Plant-based fish and seafood launches around the world11 Jan 2023
From pea protein-based prawns to microalgae-based tuna alternatives, plant-based alternatives to fish and seafood are on the rise around the world.
The focus on fish alternatives is the next stage of an industry that has seen much success in sales of plant milks and meat substitutes, buoyed on by consumer concern about food sustainability practices.
Along with fish, a wave of new products are making its way to the supermarket shelves as evolving manufacturing innovations also create pea-derived prawns and flaky fish fillets from macro- and microalgae.
Plant-based seafood satisfies demand?
These products join tuna, salmon, caviar, scallops, squid, and crab as plant-based seafood already available in a market that is set to fill the unmet gap in aquaculture production and wild caught fish.

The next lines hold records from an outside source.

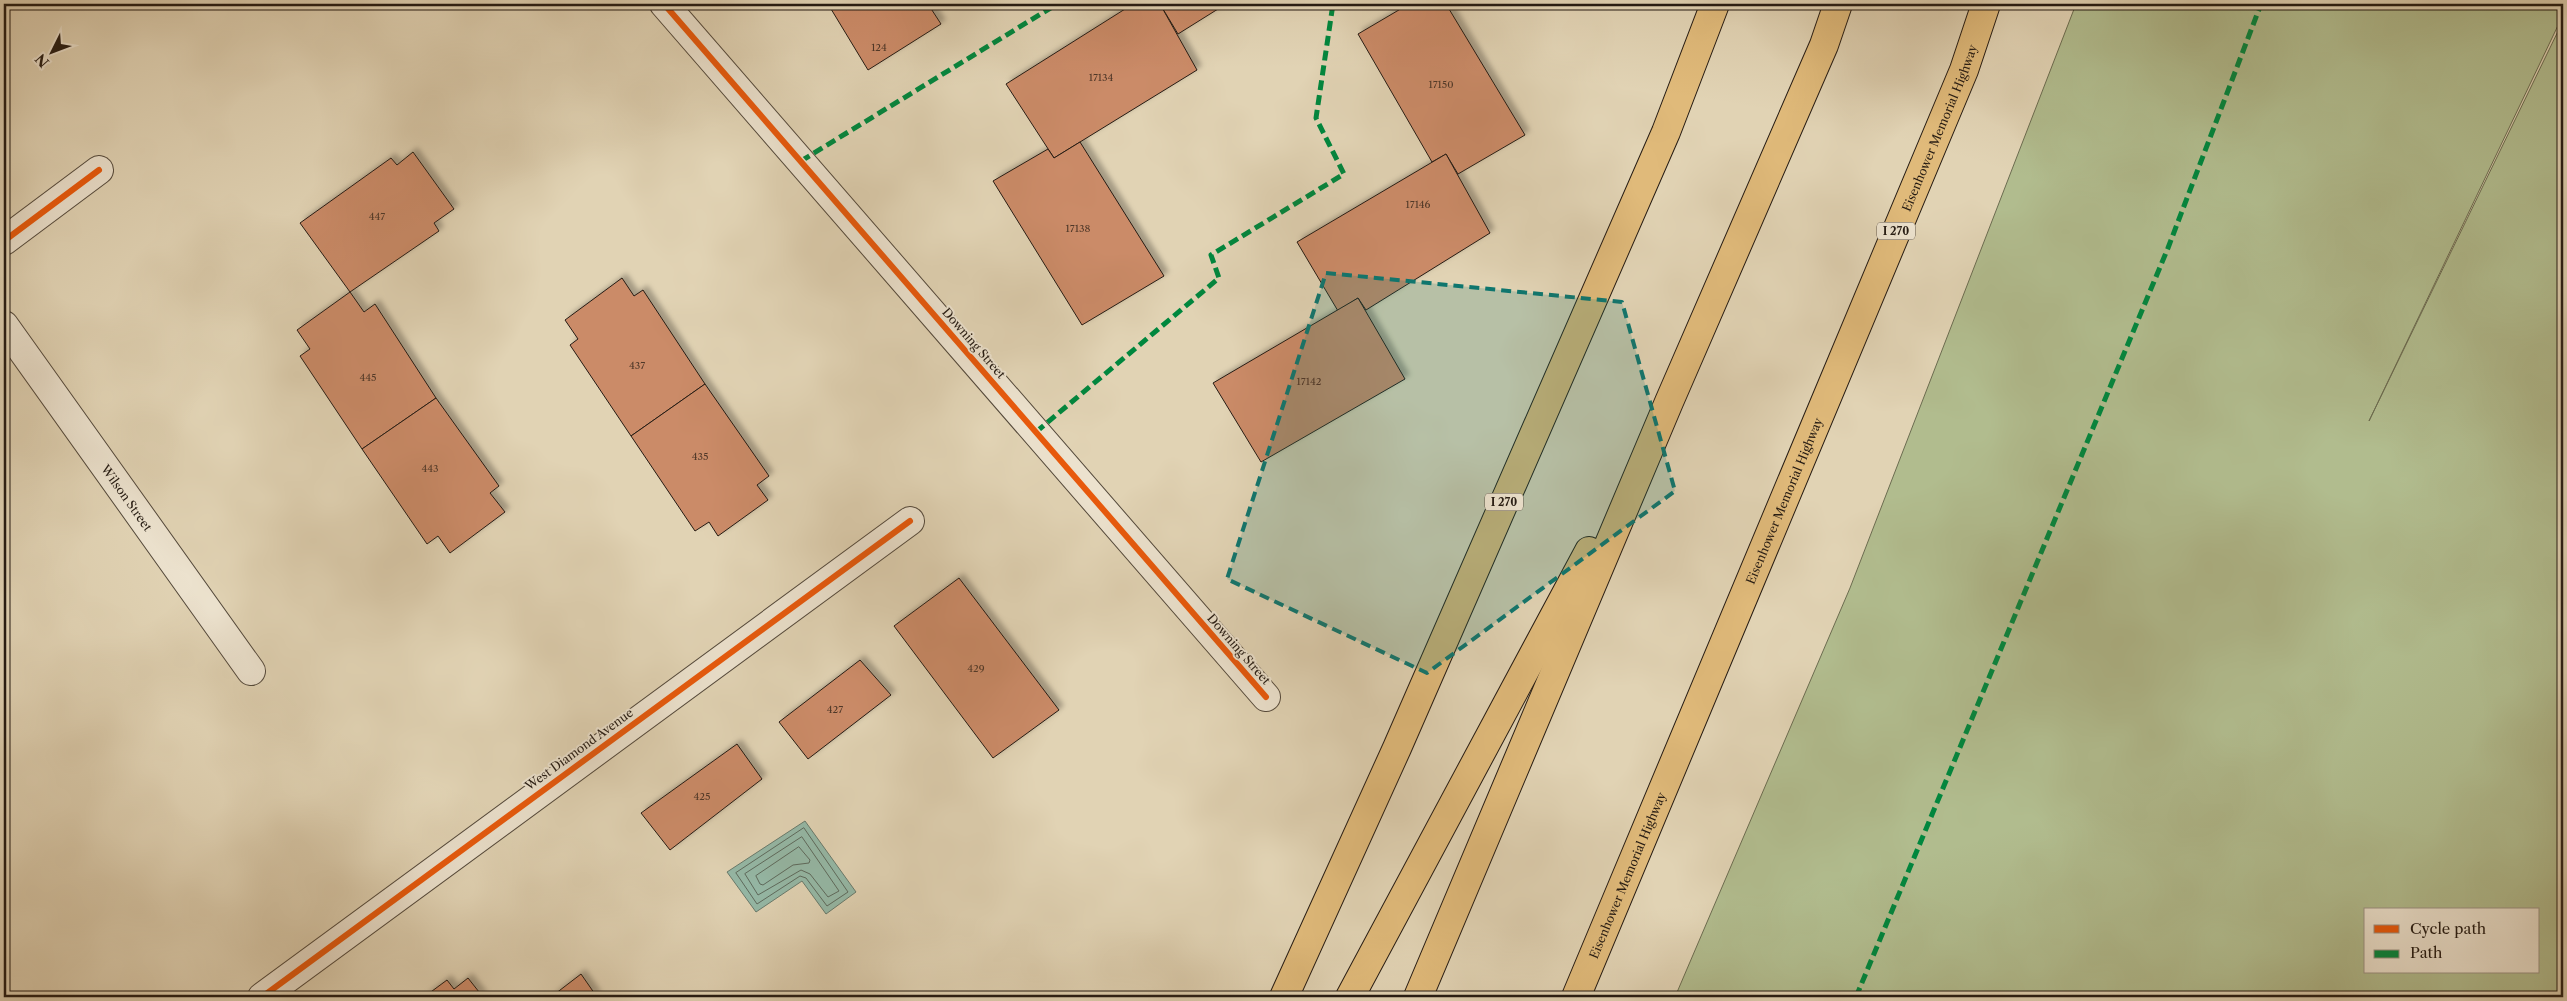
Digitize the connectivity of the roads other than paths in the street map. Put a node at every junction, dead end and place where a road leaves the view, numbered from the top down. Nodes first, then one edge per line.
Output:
1 (664, 4) edge
2 (1715, 4) edge
3 (1838, 4) edge
4 (1986, 4) edge
5 (99, 170) dead end
6 (4, 241) edge
7 (4, 325) edge
8 (1669, 402) junction
9 (910, 520) dead end
10 (251, 671) dead end
11 (1266, 697) dead end
12 (1602, 937) junction
13 (262, 997) edge
14 (1284, 997) edge
15 (1350, 997) edge
16 (1418, 997) edge
17 (1576, 997) edge
18 (1587, 997) edge

1 - 11 street, Downing Street
2 - 14 highway, I 270
3 - 8 highway
4 - 12 highway, Eisenhower Memorial Highway / I 270
5 - 6 street
7 - 10 street, Wilson Street
8 - 15 highway
8 - 16 highway
9 - 13 street, West Diamond Avenue
12 - 17 highway, Eisenhower Memorial Highway / I 270
12 - 18 highway

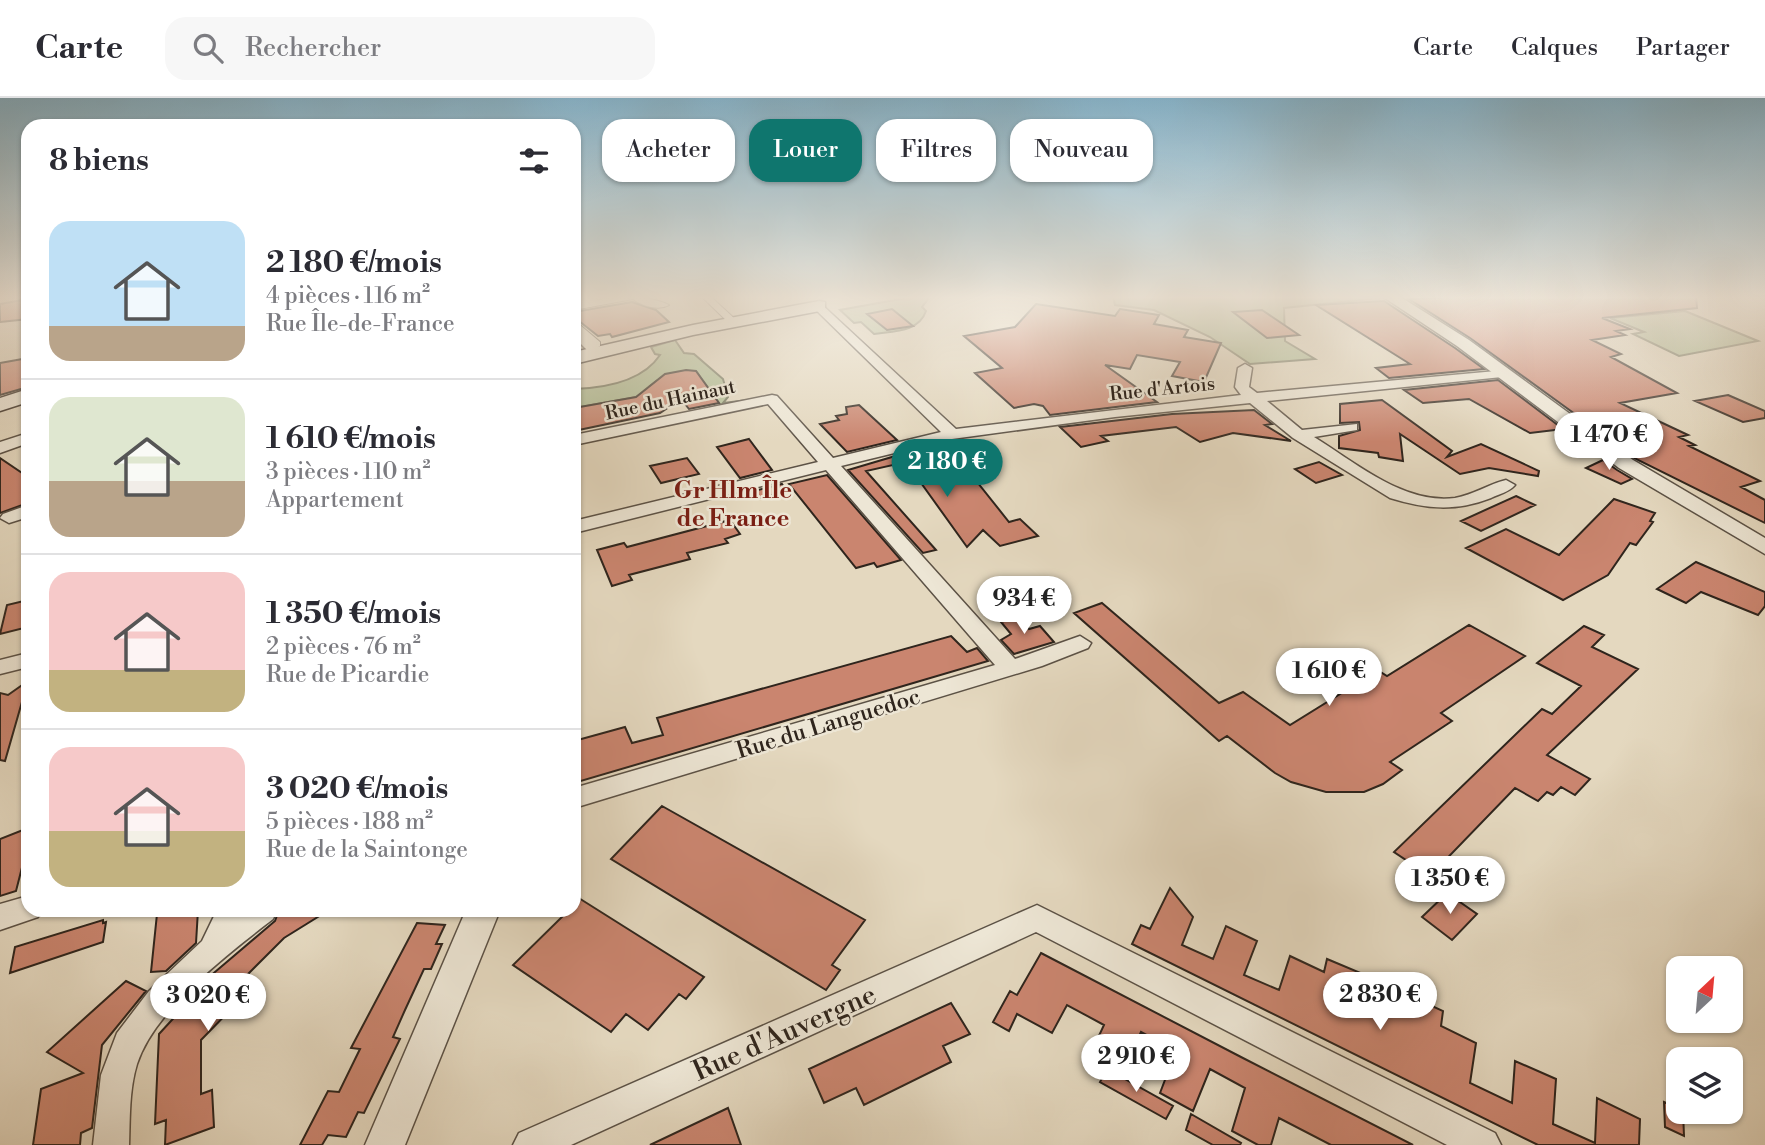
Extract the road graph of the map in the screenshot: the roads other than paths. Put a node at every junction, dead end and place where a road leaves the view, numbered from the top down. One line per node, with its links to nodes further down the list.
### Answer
1 (589, 345): 6 (street)
2 (596, 345): 6 (street)
3 (620, 345): 6 (main road)
4 (860, 345): 14 (street)
5 (1464, 345): 9 (street)
6 (594, 350): 7 (main road)
7 (581, 355)
8 (1245, 369): 11 (street)
9 (1502, 373): 11 (street, Rue d'Artois); 24 (street)
10 (21, 398): 12 (main road)
11 (1254, 398): 14 (street, Rue d'Artois); 15 (street)
12 (0, 405)
13 (1351, 427): 15 (street)
14 (952, 433): 19 (street, Rue d'Artois)
15 (1299, 435): 20 (street)
16 (581, 439): 19 (street, Rue du Hainaut)
17 (21, 440): 18 (street)
18 (0, 448)
19 (832, 463): 23 (street, Rue d'Artois); 28 (street)
20 (1506, 485)
21 (21, 513): 22 (street)
22 (9, 518)
23 (581, 525)
24 (1765, 547)
25 (1080, 643): 28 (street, Rue du Languedoc)
26 (21, 662): 27 (street)
27 (0, 667)
28 (1010, 668): 29 (street, Rue du Languedoc)
29 (581, 796)
30 (21, 910): 31 (street)
31 (0, 917)
32 (228, 917): 35 (street)
33 (254, 917): 35 (street)
34 (480, 917): 37 (street)
35 (214, 947): 36 (street)
36 (111, 1145)
37 (385, 1145)
38 (531, 1145): 39 (street, Rue d'Auvergne)
39 (1483, 1145)

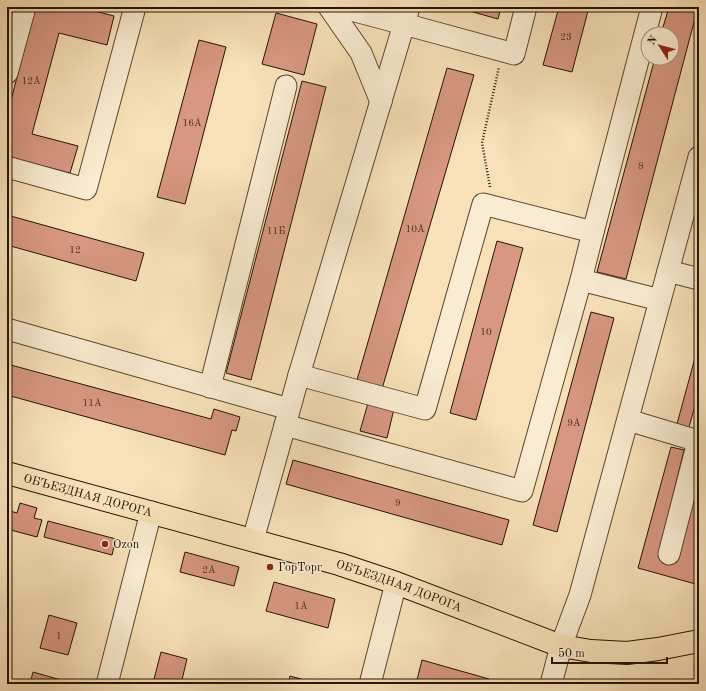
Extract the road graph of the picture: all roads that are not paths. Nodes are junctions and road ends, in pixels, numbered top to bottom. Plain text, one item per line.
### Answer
1 (25, 7) edge
2 (135, 7) edge
3 (329, 7) edge
4 (340, 7) edge
5 (526, 7) edge
6 (652, 7) edge
7 (407, 16) edge
8 (7, 73) edge
9 (286, 86) dead end
10 (381, 102) junction
11 (699, 157) edge
12 (7, 167) edge
13 (593, 232) junction
14 (668, 271) junction
15 (699, 279) edge
16 (581, 280) junction
17 (660, 300) junction
18 (7, 329) edge
19 (299, 375) junction
20 (210, 387) junction
21 (287, 417) junction
22 (628, 420) junction
23 (698, 440) edge
24 (7, 473) edge
25 (151, 512) junction
26 (253, 540) junction
27 (669, 554) dead end
28 (396, 583) junction
29 (699, 641) edge
30 (561, 646) junction
31 (108, 684) edge
32 (370, 684) edge
33 (551, 684) edge

1 - 8 street
2 - 12 street
3 - 10 street
4 - 7 street
5 - 7 street
6 - 13 street
7 - 10 street
9 - 20 street
10 - 19 street
11 - 14 street
13 - 16 street
13 - 19 street
14 - 15 street
14 - 17 street
16 - 17 street
16 - 21 street
17 - 22 street
18 - 20 street
19 - 21 street
20 - 21 street
21 - 26 street
22 - 23 street
22 - 30 street
23 - 27 street
24 - 25 main road, ОБЪЕЗДНАЯ ДОРОГА
25 - 26 main road, ОБЪЕЗДНАЯ ДОРОГА
25 - 31 street
26 - 28 main road, ОБЪЕЗДНАЯ ДОРОГА
28 - 30 main road, ОБЪЕЗДНАЯ ДОРОГА
28 - 32 street
29 - 30 main road, ОБЪЕЗДНАЯ ДОРОГА
30 - 33 street

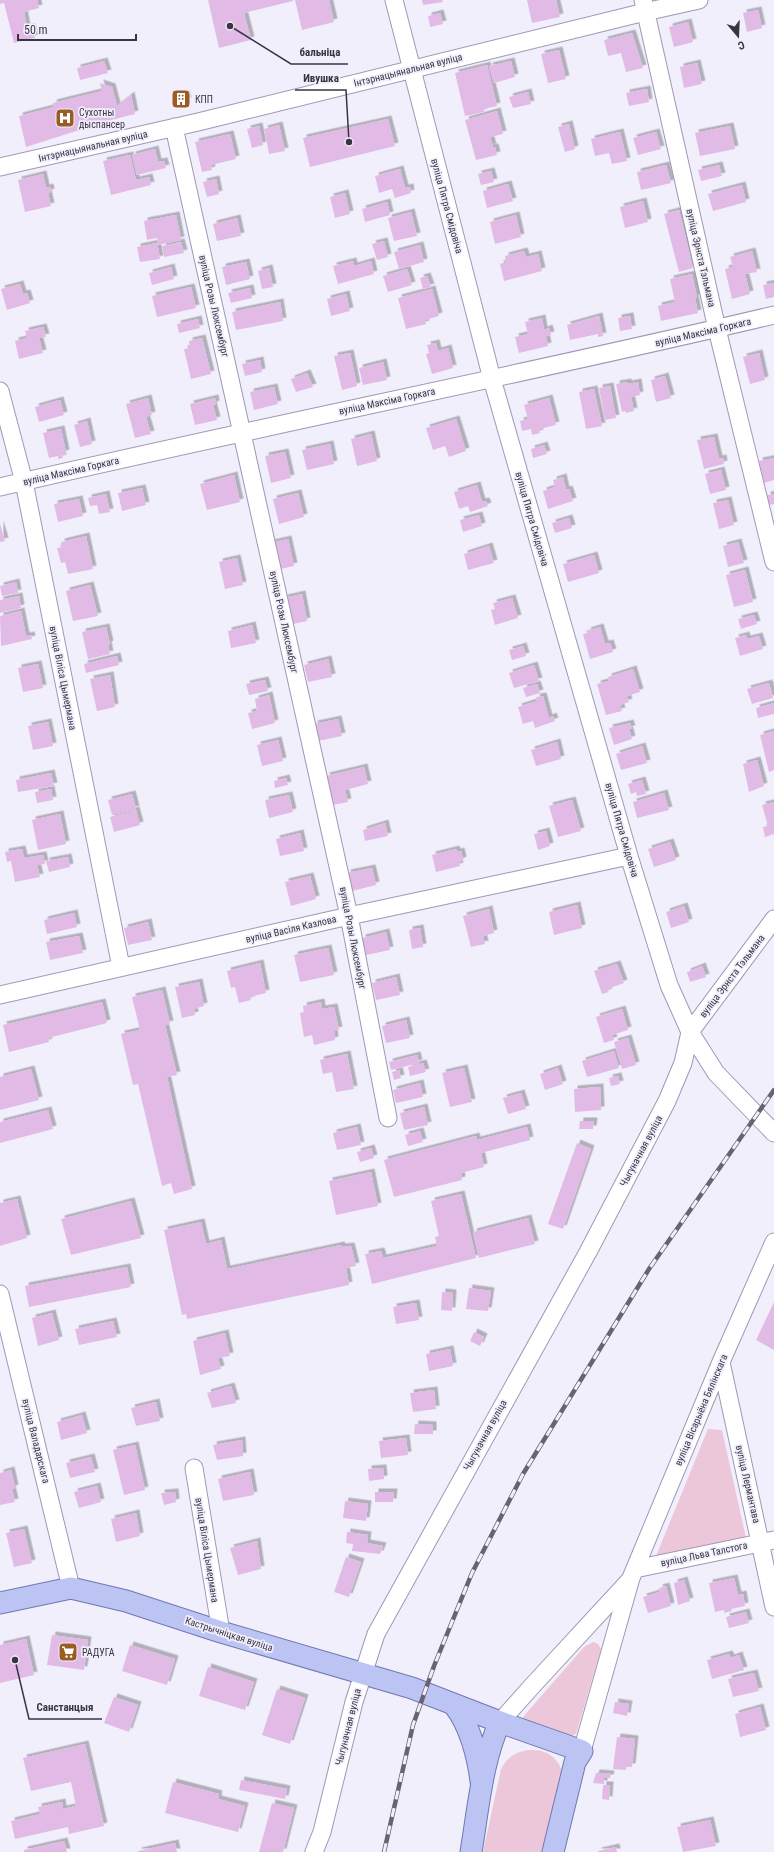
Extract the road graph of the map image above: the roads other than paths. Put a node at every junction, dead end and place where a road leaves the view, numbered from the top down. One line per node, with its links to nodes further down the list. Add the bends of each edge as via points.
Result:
1 (394, 0): 4 (street, вуліца Пятра Смідовіча)
2 (699, 0): 3 (street, Інтэрнацыянальная вуліца)
3 (644, 6): 4 (street, Інтэрнацыянальная вуліца); 8 (street, вуліца Эрнста Тэльмана)
4 (412, 70): 5 (street, Інтэрнацыянальная вуліца); 9 (street, вуліца Пятра Смідовіча)
5 (174, 127): 6 (street, Інтэрнацыянальная вуліца); 11 (street, вуліца Розы Люксембург)
6 (0, 167)
7 (774, 315): 8 (street, вуліца Максіма Горкага)
8 (717, 329): 9 (street, вуліца Максіма Горкага); 14 (street, вуліца Эрнста Тэльмана)
9 (492, 379): 11 (street, вуліца Максіма Горкага); 15 (street, вуліца Пятра Смідовіча)
10 (0, 390): 12 (street, вуліца Віліса Цымермана)
11 (242, 431): 12 (street, вуліца Максіма Горкага); 16 (street, вуліца Розы Люксембург)
12 (24, 482): 13 (street, вуліца Максіма Горкага); 18 (street, вуліца Віліса Цымермана)
13 (0, 487)
14 (774, 562)
15 (629, 856): 16 (street, вуліца Васіля Казлова); 20 (street, вуліца Пятра Смідовіча, via 668,985)
16 (349, 916): 18 (street, вуліца Васіля Казлова); 21 (street, вуліца Розы Люксембург)
17 (774, 919): 20 (street, вуліца Эрнста Тэльмана)
18 (120, 967): 19 (street, вуліца Васіля Казлова)
19 (0, 995)
20 (690, 1032): 22 (street, via 716,1073); 33 (street, Чыгуначная вуліца, via 683,1063 667,1101 588,1252 380,1628)
21 (388, 1118)
22 (774, 1133)
23 (774, 1242): 25 (street, вуліца Вісарыёна Бялінскага)
24 (0, 1294): 29 (street, вуліца Валадарскага)
25 (721, 1362): 27 (street, вуліца Лермантава); 28 (street, вуліца Вісарыёна Бялінскага)
26 (194, 1468): 32 (street, вуліца Віліса Цымермана)
27 (768, 1541): 28 (street, вуліца Льва Талстога); 31 (street, вуліца Лермантава)
28 (633, 1574): 35 (street, вуліца Вісарыёна Бялінскага, via 533,1684); 36 (street, вуліца Вісарыёна Бялінскага)
29 (71, 1588): 30 (main road, Кастрычніцкая вуліца); 32 (main road, Кастрычніцкая вуліца, via 126,1600)
30 (0, 1603)
31 (774, 1607)
32 (221, 1632): 33 (main road, Кастрычніцкая вуліца)
33 (362, 1674): 34 (main road, Кастрычніцкая вуліца, via 412,1688); 38 (street, Чыгуначная вуліца, via 322,1832)
34 (457, 1709): 35 (main road, Кастрычніцкая вуліца); 37 (main road, via 467,1728 479,1768)
35 (498, 1728): 36 (main road, Кастрычніцкая вуліца); 37 (main road, вуліца Вісарыёна Бялінскага)
36 (579, 1757): 40 (main road, вуліца Вісарыёна Бялінскага); 41 (main road, via 567,1831)
37 (481, 1790): 39 (main road, вуліца Вісарыёна Бялінскага)
38 (314, 1852)
39 (471, 1852)
40 (553, 1852)
41 (569, 1852)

According to a Informa Market Insights report, by 2030, global demand for seafood is projected to be 30% higher than 2010 levels.
So far, product development of plant-based fish and seafood has lagged behind beef, chicken and pork alternatives, accounting for just $9.5 million (€9m) or 1% of total plant-based meat dollar sales.
This indicates plenty of opportunity for both new and established brands, such as US-based firm Good Catch, which launched the first US-made plant-based salmon burger in January of this year.
Made from a six-plant blend of pea, soy, chickpea, lentil, soy, and navy bean protein, the burgers contain an impressive 16 grams of protein per serving.
Other firms in this space include New Wave Foods, Gardein, The Plant Based Seafood Company, Sophie’s Kitchen, Revo Foods, Hooked, Algama, and BettaF!sh.
Israeli startup Plantish makes plant-based salmon fillet with legume proteins, algae extracts, and 3D printing to replicate conventional fish as closely as possible.
Nestlé making progress in alt-seafood
In 2020, Nestlé made its first move into plant-based seafood with a six-ingredient vegan alternative to tuna called Vuna, sold under the Garden Gourmet brand in Switzerland.
Just over a year later, the food giant made available Vrimp, its new plant-based shrimp alternative made out of seaweed and peas, with paprika and carrot used to replicate the orange shrimp colour.
“This is not just a one season fad,” said Nestlé chief executive Mark Schneider of the shift towards plant-based eating. “This is something that has very solid, longer-term growth rates.”
“With fish it is more health-related, and with beef and chicken it is more about the environment,” he said of the reasons people were interested in plant-based foods.
Latest figures by Bloomberg Intelligence suggest the plant-based market could exceed $162 billion (€154bn) by 2030, growing 451% from its 2020 market value.
The food’s credentials in healthy and sustainable eating has clearly struck a chord with venture capitalists. Investment firm Big Idea Ventures launched a $50m (€50m) New Protein Fund I. The fund has invested in five alternative-seafood companies: German-based Esencia, UK-based Food Squared, Iceland-based Loki Foods and Singapore-based ImpacFat and Sono Biosciences.
Likewise, Hooked Foods recently announced a $4m (€3.8m) investment from investors including Swedish popstar Danny Saucedo.
The brand launched its alt-seafood tuna product, Toonish, in Sweden in October touting it to be the first 100% plant-based tuna to hit the shelves in Sweden.
Cell-cultivated seafood products
Although no cell-based seafood products have received regulatory approval, it was anticipated in Singapore by 2022, with sales in Japan and approval in North America, Europe, and Australia expected to follow.
Pictured: Vegan seafood © AdobeStock/aamulya
Indeed, earlier this year, Japan’s Health, Labor and Welfare Ministry commissioned an investigation into the safety of cultivated meat and seafood with a view to develop a future regulatory framework for cultivated proteins.
In 2020, the World Sustainability Organization (WSO) launched a certification programme for plant-based seafood products via its Friend of the Sea initiative, authorising vegan foods to position themselves as sustainable seafood.
Certified front-of-pack labels such as this could reinforce the eco-friendliness of seafood alternatives and drive further consumer interest.